Karie, I completely agree with Mom that this is one of the most powerful pieces you have ever written! This needs to be published so others can understand that there is hope, healing and wellness for them as well! Maybe somehow you can include this into the project you’ve been working on.
As your Dad and C’s gramps I have witnessed the strides forward that you’ve both made (at least the parts you allow me to see) in the last two years, and I am so proud of both of you!
I know how strong and determined you both are, and reading this newest part of your journey has really helped me feel better!

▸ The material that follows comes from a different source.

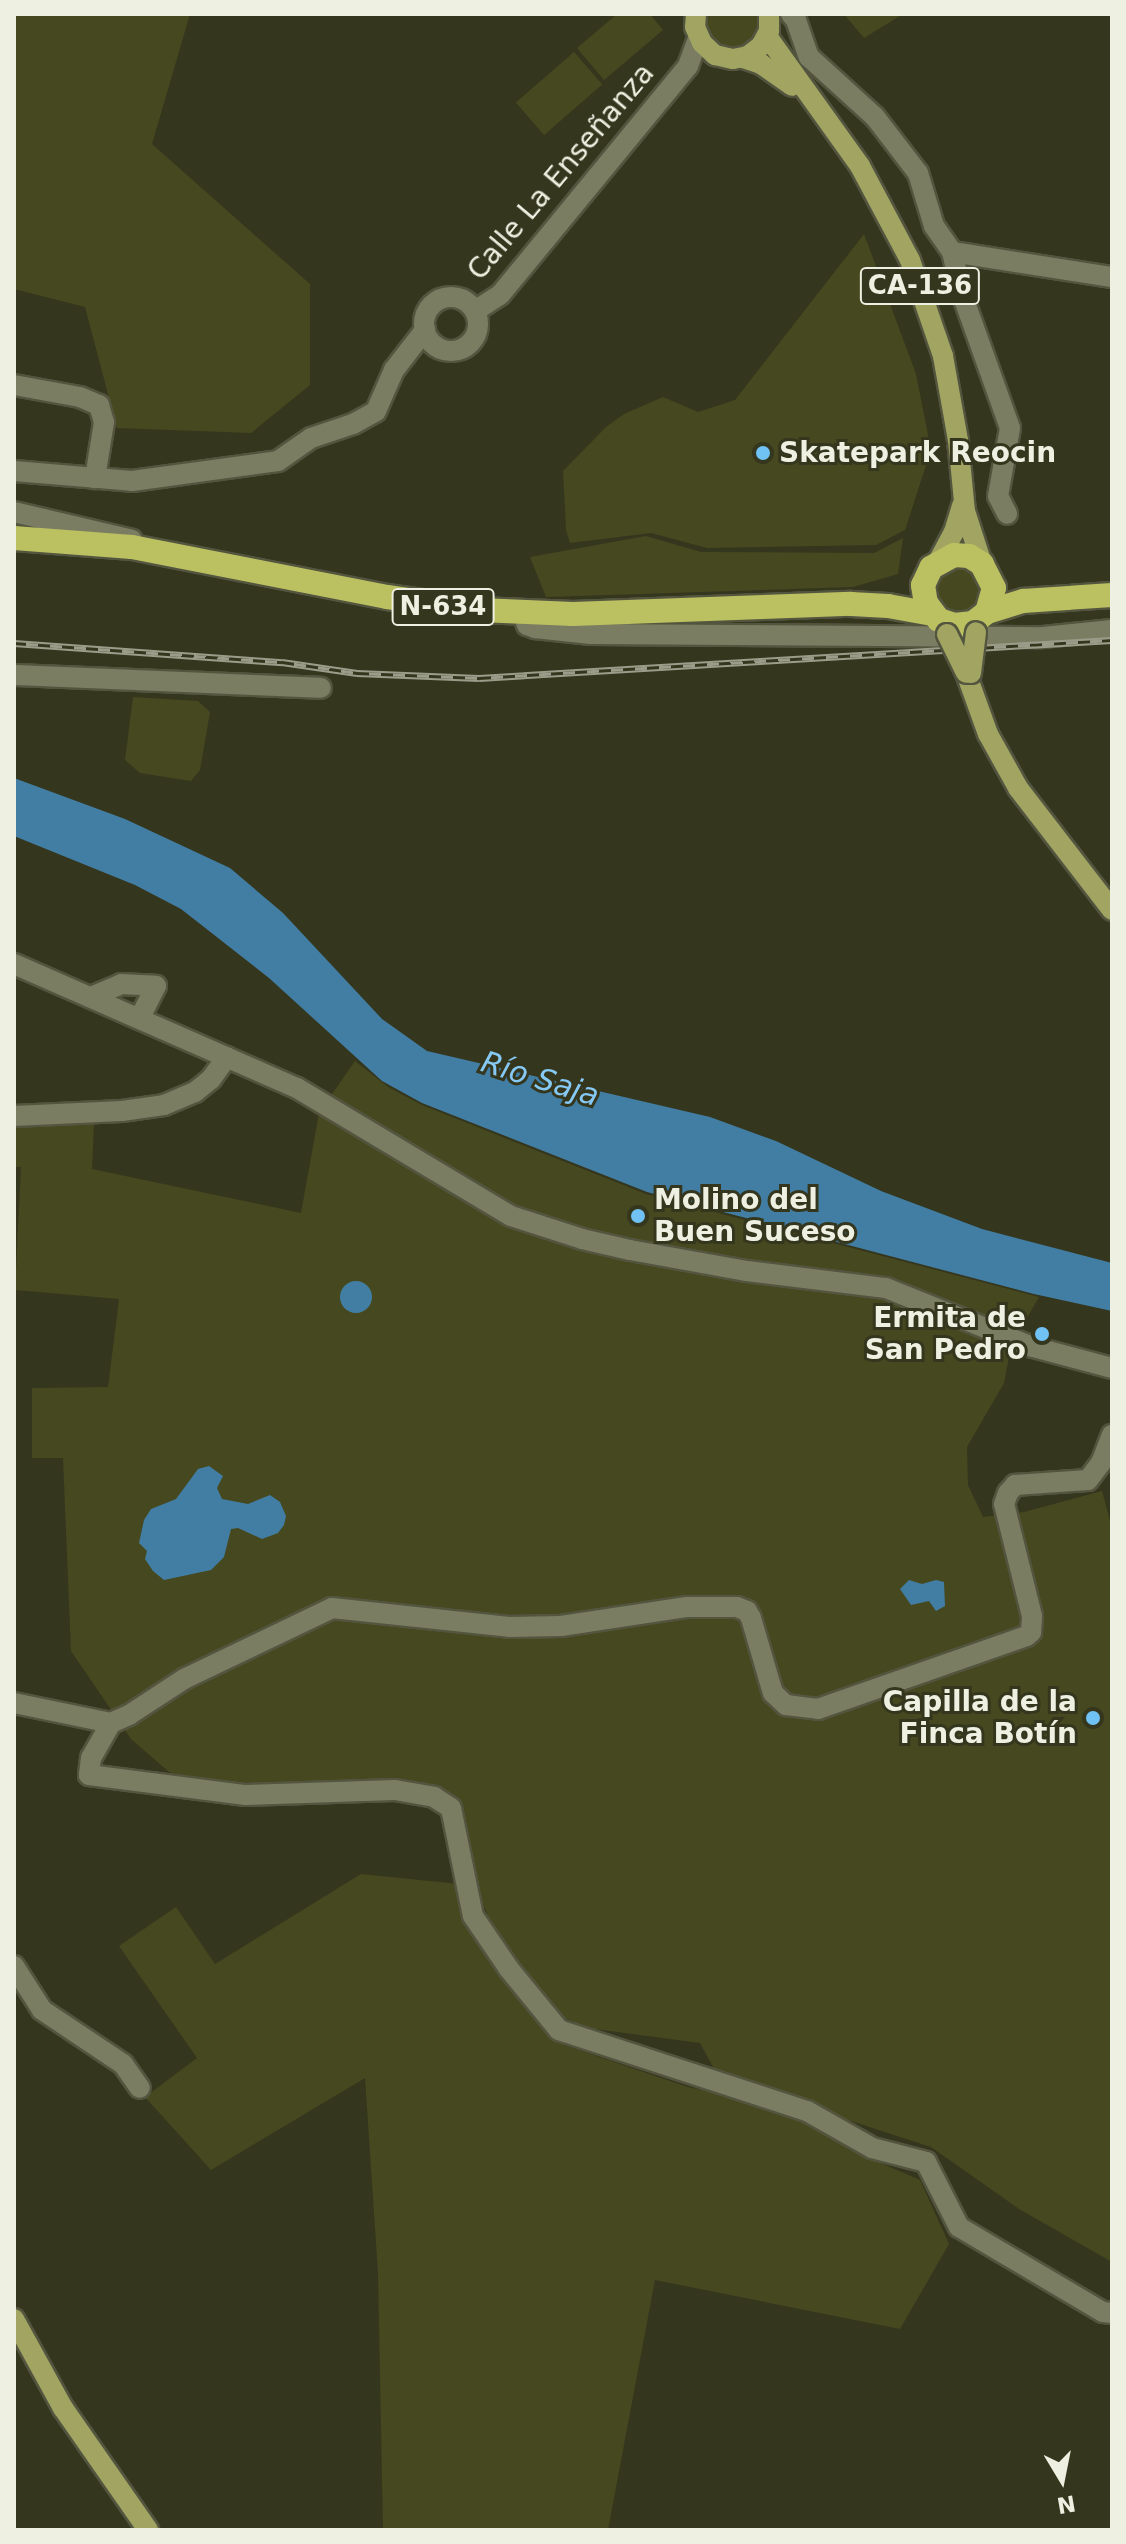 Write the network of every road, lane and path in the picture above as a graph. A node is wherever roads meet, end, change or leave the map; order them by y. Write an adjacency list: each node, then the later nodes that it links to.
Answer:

I have always known how important music is to you and your bro, so keep listing to the music Karie, and continue making your own and enjoy the beach!
I love you both!
Dad
Dearest Karie, Powerful, powerful, powerful! This is by far the very best piece you have ever written. The photographs speak volumes as well. I love you with all my heart my beautiful daughter. The tears flow for what you both have had to face, but I see incredible strength, fortitude, and determination to heal and to heal others for all they too have had to endure. Your picnic will be that precious outcry that you both will deal and heal losing yourselves in moments of sane pleasure being together on a beach enjoying moments that will overlay that which never should have entered your lives.
Wrapping you both in arms of love, joy, laughter, and all that we have “sacred shared moments”,
Mom
Nice that you’re getting better and things are making sense again.
I’m so sorry I didn’t respond sooner – I just discovered your message in the spam folder I didn’t even know I had. Your kind words mean a lot to me. People struggle with mental health issues for so many reasons. It helps when we stick together and help one another along. I can’t help but wonder about you. I hope that if you’re struggling, you’ll find a way to make sense of it all soon.